== Your instructions ==
Copy the lines below as they are; omit the images they contain.

# # # #

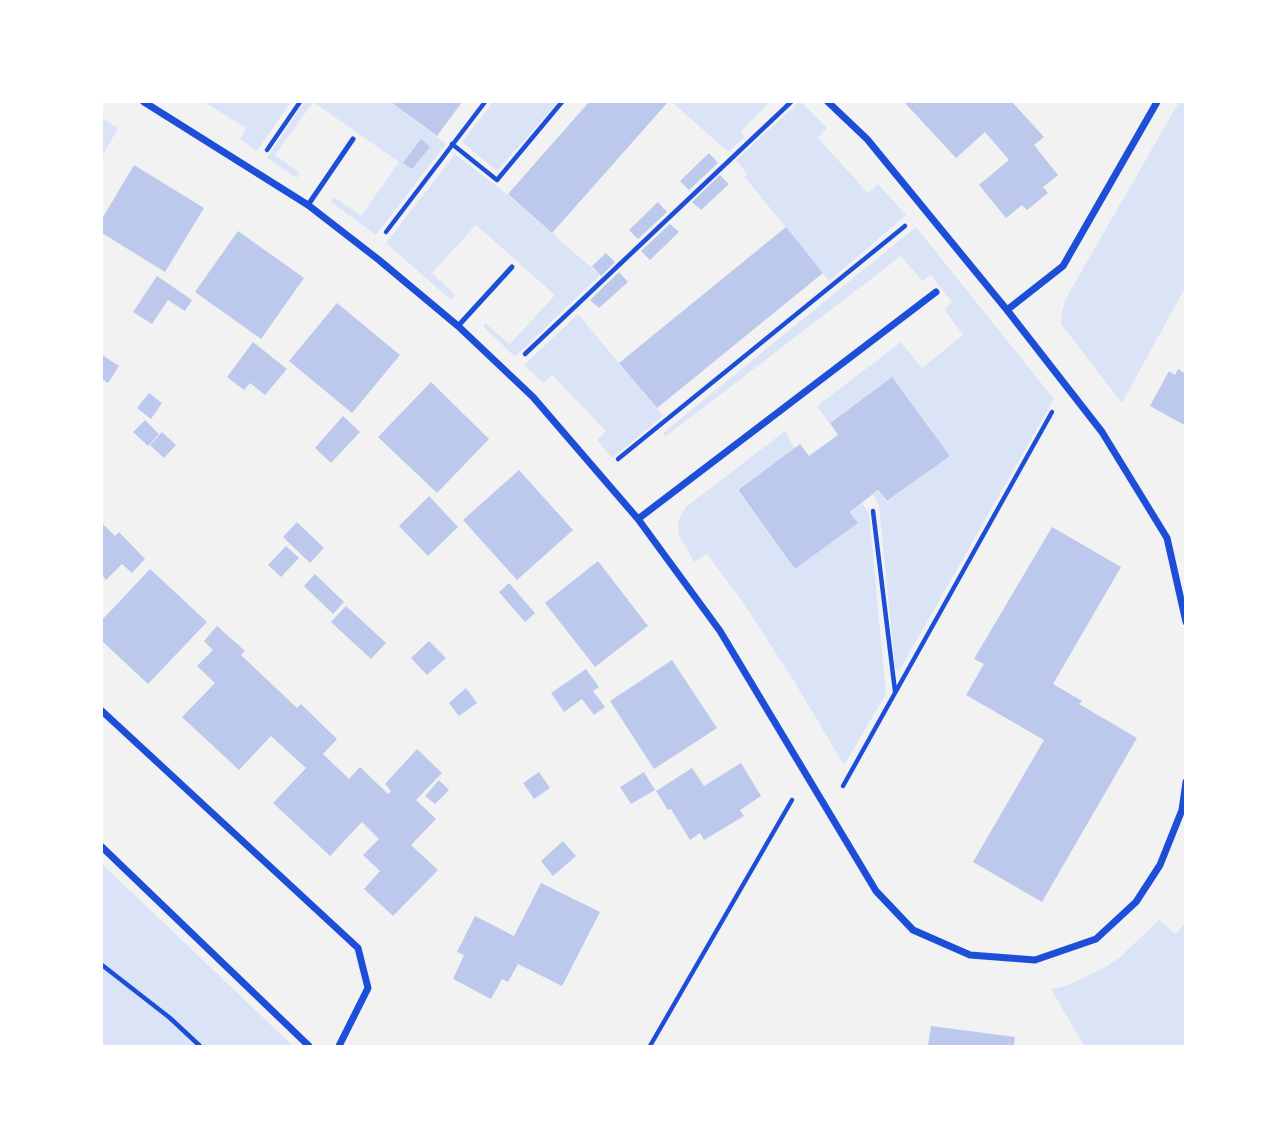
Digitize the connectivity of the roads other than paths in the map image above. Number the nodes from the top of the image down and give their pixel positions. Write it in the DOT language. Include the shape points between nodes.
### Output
graph roads {
  1 [pos="144,102"];
  2 [pos="828,102"];
  3 [pos="1157,102"];
  4 [pos="353,139"];
  5 [pos="308,205"];
  6 [pos="512,267"];
  7 [pos="936,292"];
  8 [pos="1007,310"];
  9 [pos="458,327"];
  10 [pos="638,519"];
  11 [pos="1185,622"];
  12 [pos="102,711"];
  13 [pos="1185,782"];
  14 [pos="1184,810"];
  15 [pos="102,847"];
  16 [pos="309,1046"];
  17 [pos="339,1046"];
  1 -- 5 [label="street"];
  2 -- 8 [label="street" via="867,139"];
  3 -- 8 [label="street" via="1063,266"];
  4 -- 5 [label="lane"];
  5 -- 9 [label="street"];
  6 -- 9 [label="lane"];
  7 -- 10 [label="street"];
  8 -- 11 [label="street" via="1102,432 1167,538"];
  9 -- 10 [label="street" via="533,397"];
  10 -- 14 [label="street" via="720,631 876,891 913,930 970,955 1035,960 1096,939 1136,902 1160,865"];
  12 -- 17 [label="street" via="358,948 368,988"];
  13 -- 14 [label="street"];
  15 -- 16 [label="street"];
}
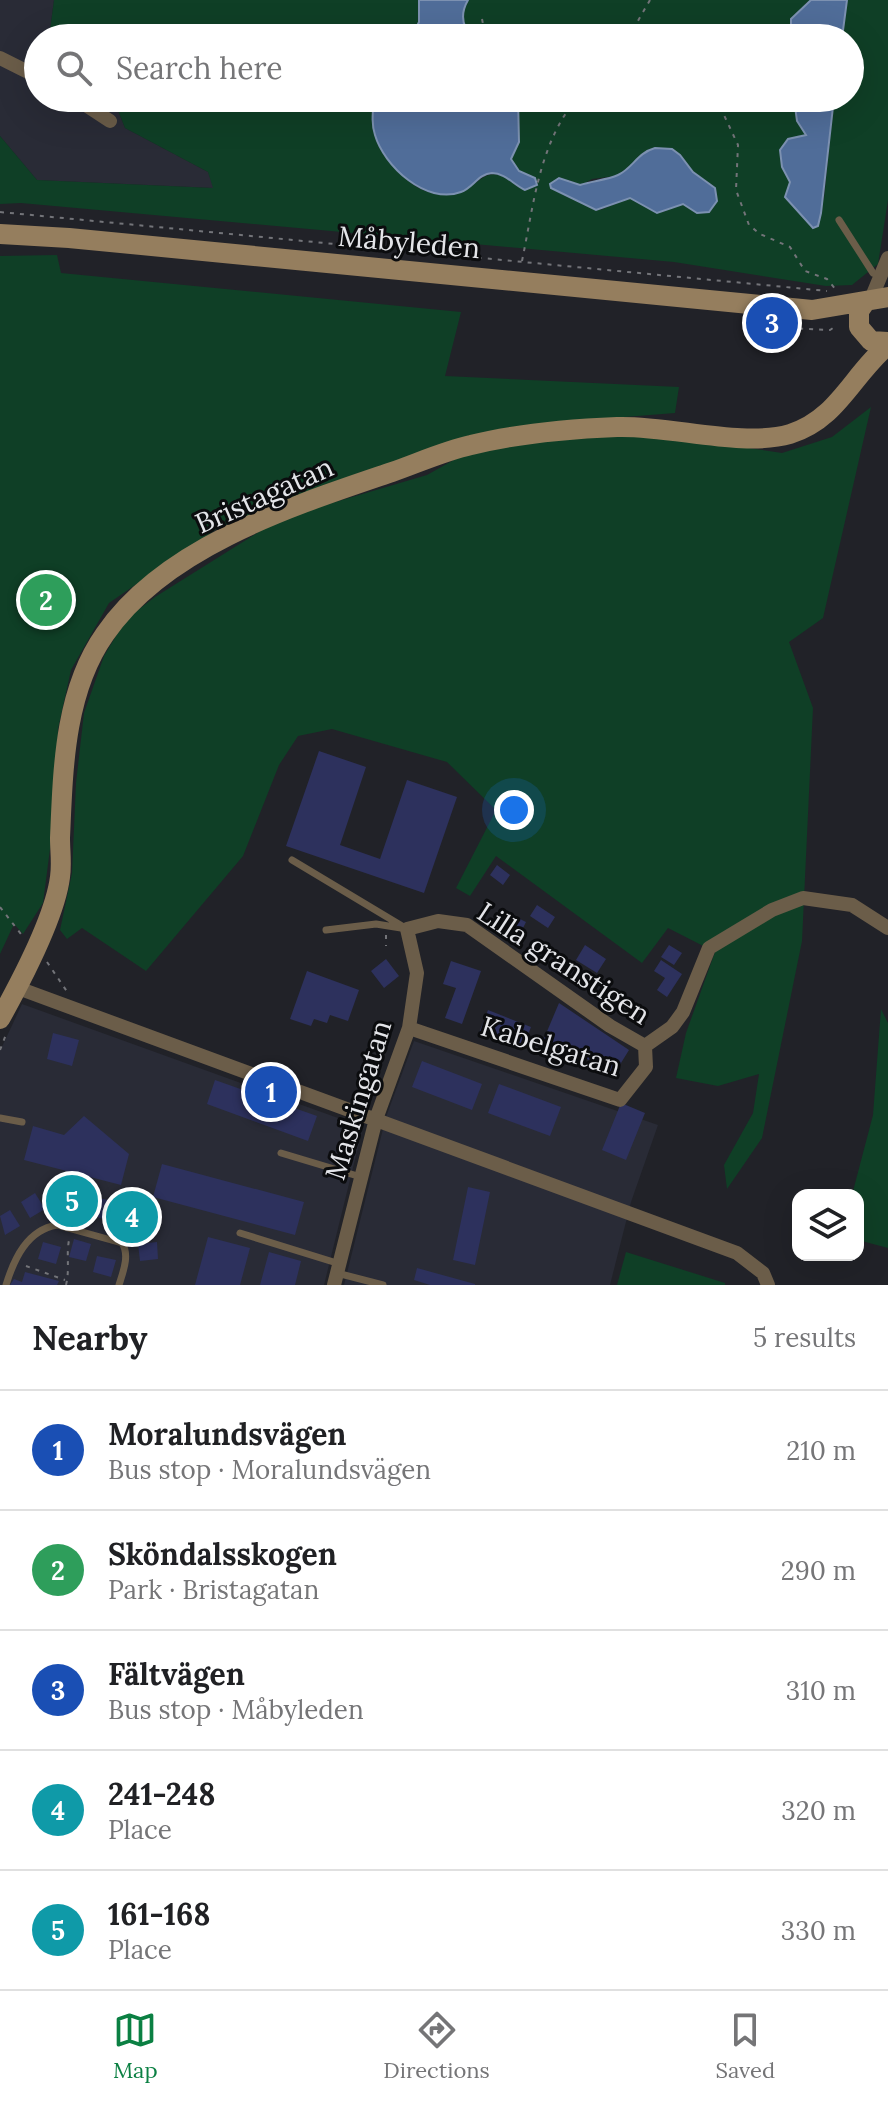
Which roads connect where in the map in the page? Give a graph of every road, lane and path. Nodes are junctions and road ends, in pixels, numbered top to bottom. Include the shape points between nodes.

# # # #

== Expected answer ==
Digitize the connectivity of the roads other than paths in the map image above. Number the nodes from the top of the image down and give their pixel positions. Write it in the DOT language. Include the shape points between nodes.
### Output
graph roads {
  1 [pos="144,102"];
  2 [pos="828,102"];
  3 [pos="1157,102"];
  4 [pos="353,139"];
  5 [pos="308,205"];
  6 [pos="512,267"];
  7 [pos="936,292"];
  8 [pos="1007,310"];
  9 [pos="458,327"];
  10 [pos="638,519"];
  11 [pos="1185,622"];
  12 [pos="102,711"];
  13 [pos="1185,782"];
  14 [pos="1184,810"];
  15 [pos="102,847"];
  16 [pos="309,1046"];
  17 [pos="339,1046"];
  1 -- 5 [label="street"];
  2 -- 8 [label="street" via="867,139"];
  3 -- 8 [label="street" via="1063,266"];
  4 -- 5 [label="lane"];
  5 -- 9 [label="street"];
  6 -- 9 [label="lane"];
  7 -- 10 [label="street"];
  8 -- 11 [label="street" via="1102,432 1167,538"];
  9 -- 10 [label="street" via="533,397"];
  10 -- 14 [label="street" via="720,631 876,891 913,930 970,955 1035,960 1096,939 1136,902 1160,865"];
  12 -- 17 [label="street" via="358,948 368,988"];
  13 -- 14 [label="street"];
  15 -- 16 [label="street"];
}
Which roads connect where in the map in the page? Give a graph of every road, lane and path. Nodes are junctions and road ends, in pixels, numbered top to bottom. Include the shape points between nodes.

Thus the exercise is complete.